Since I last wrote, I’ve refactored my CSS, switched hosting provider, changed my development toolset, migrated to HTTPS, moved to GitHub, and lots more. In fact, until recently, the only thing that hadn’t changed was my approach to actually adding content: while on other projects I’ve experimented with a variety of CMS and frameworks, this website has remained firmly hand-coded.
By this, I mean that Bennet.org was literally just a collection of static HTML files that I’ve iterated on over time. This was fine when I started - building everything from scratch and scrutinizing every line of code was a great learning experience, and I’d encourage everyone to give it a try. But recently I decided it was time to move over to a modern development pipeline.

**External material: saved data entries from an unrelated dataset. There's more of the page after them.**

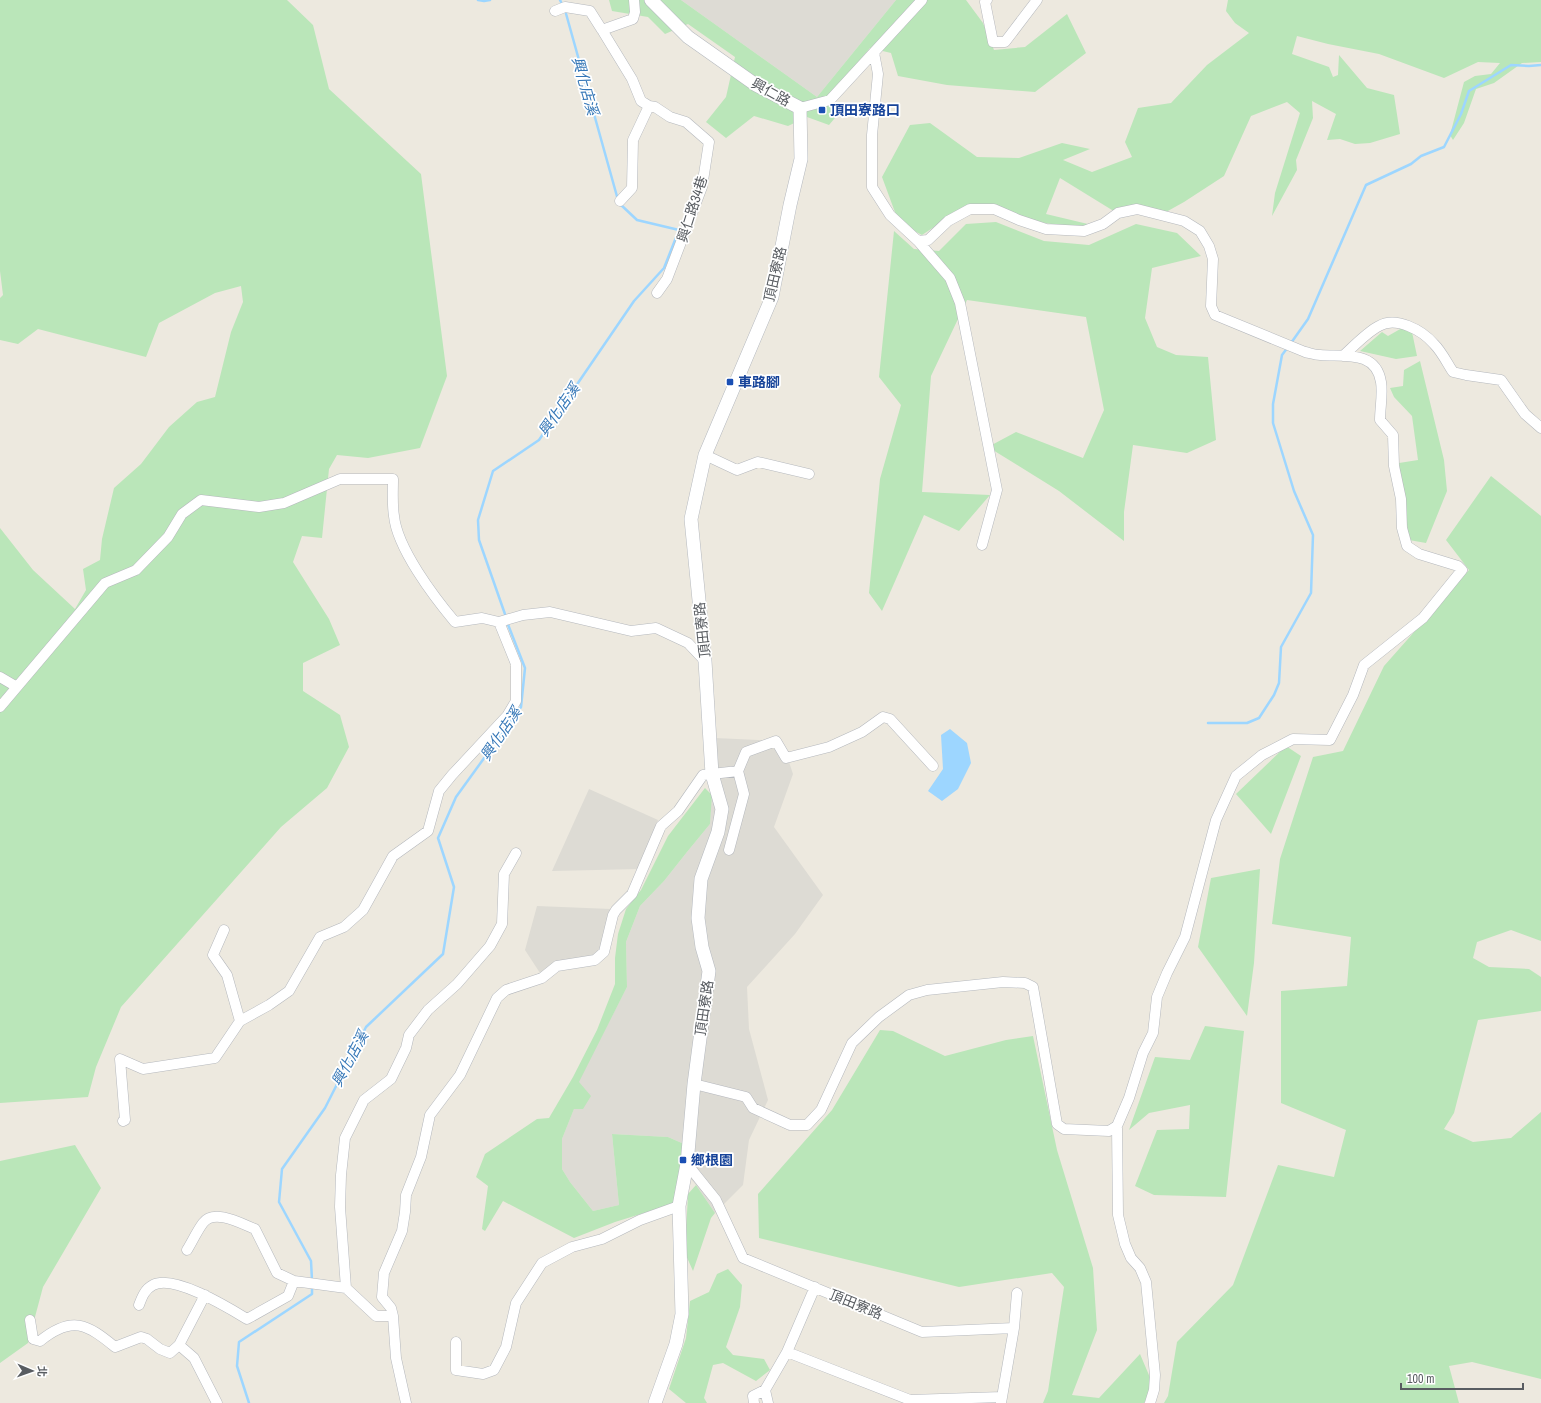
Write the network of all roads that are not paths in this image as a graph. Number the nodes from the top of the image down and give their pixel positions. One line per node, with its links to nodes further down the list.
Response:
1 (634, 0): 7 (street)
2 (651, 0): 10 (street, 興仁路)
3 (922, 0): 8 (street, 興仁路)
4 (987, 0): 5 (street)
5 (1037, 0)
6 (555, 12): 7 (street, 興仁路34巷)
7 (602, 30): 9 (street, 興仁路34巷)
8 (874, 53): 10 (street, 興仁路); 12 (street)
9 (649, 106): 11 (street); 13 (street, 興仁路34巷)
10 (800, 108): 16 (street, 頂田寮路)
11 (620, 201)
12 (918, 241): 14 (street); 18 (street)
13 (657, 293)
14 (1343, 356): 15 (street); 33 (street)
15 (1541, 428)
16 (705, 455): 17 (street); 20 (street, 頂田寮路)
17 (810, 474)
18 (982, 545)
19 (499, 622): 20 (street); 22 (street); 30 (street)
20 (705, 661): 26 (street, 頂田寮路)
21 (0, 677): 22 (street)
22 (17, 687): 23 (street)
23 (0, 707)
24 (933, 766): 25 (street)
25 (738, 771): 26 (street); 27 (street)
26 (712, 774): 31 (street, 頂田寮路); 43 (street)
27 (728, 850)
28 (516, 853): 39 (street)
29 (224, 930): 30 (street)
30 (240, 1022): 32 (street)
31 (694, 1084): 33 (street); 34 (street, 頂田寮路)
32 (123, 1122)
33 (1117, 1126): 56 (street)
34 (687, 1164): 35 (street, 頂田寮路); 38 (street, 頂田寮路)
35 (679, 1206): 46 (street); 53 (street, 頂田寮路)
36 (187, 1250): 37 (street)
37 (294, 1281): 39 (street); 41 (street)
38 (815, 1287): 45 (street, 頂田寮路); 48 (street)
39 (346, 1288): 43 (street)
40 (1017, 1293): 45 (street)
41 (205, 1295): 42 (street); 47 (street)
42 (139, 1305)
43 (394, 1316): 52 (street)
44 (30, 1320): 47 (street)
45 (1014, 1328): 50 (street)
46 (456, 1342)
47 (179, 1345): 51 (street)
48 (787, 1352): 49 (street); 50 (street)
49 (765, 1390): 54 (street); 55 (street)
50 (1002, 1400)
51 (217, 1403)
52 (406, 1403)
53 (655, 1403)
54 (754, 1403)
55 (768, 1403)
56 (1150, 1403)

I’ve now rebuilt the website from the ground up using Hugo, my favourite static site generator. All my code is still held on GitHub, but I’ve finally moved the site over to my preferred platform Netlify. Netlify are incredible - I’m hosted for free on a weapons-grade CDN, and by pushing commits to my repository can instantly deploy changes without leaving the command line.
So yeah, I’m now rocking the JAMstack. I’ll be talking about why I think this approach to development is the future of the web at an unconventional SEO conference later this month.
As for processing my CSS & JS, running Browsersync and so on, I’ve tried quite a few different build tools over the years. These include command line Node.js options like Grunt and Gulp, as well as graphical programs like CodeKit. All had their advantages and drawbacks, but eventually I decided that I prefer vanilla npm. Perhaps if my sites were more complex I’d better appreciate the merits of tools like Gulp, but even so, I don’t know why more developers don’t use straight npm. If, like me, you value simplicity and are averse to using tools you don’t fully understand, I’d encourage you to try out this approach. Check out this post by Keith Cirkel and this tutorial on CSS Tricks.
That’s all for now. I’ll continue to update the blog with links to articles I’ve written elsewhere, and to all new projects I launch.
Thanks for reading. I will see you up ahead.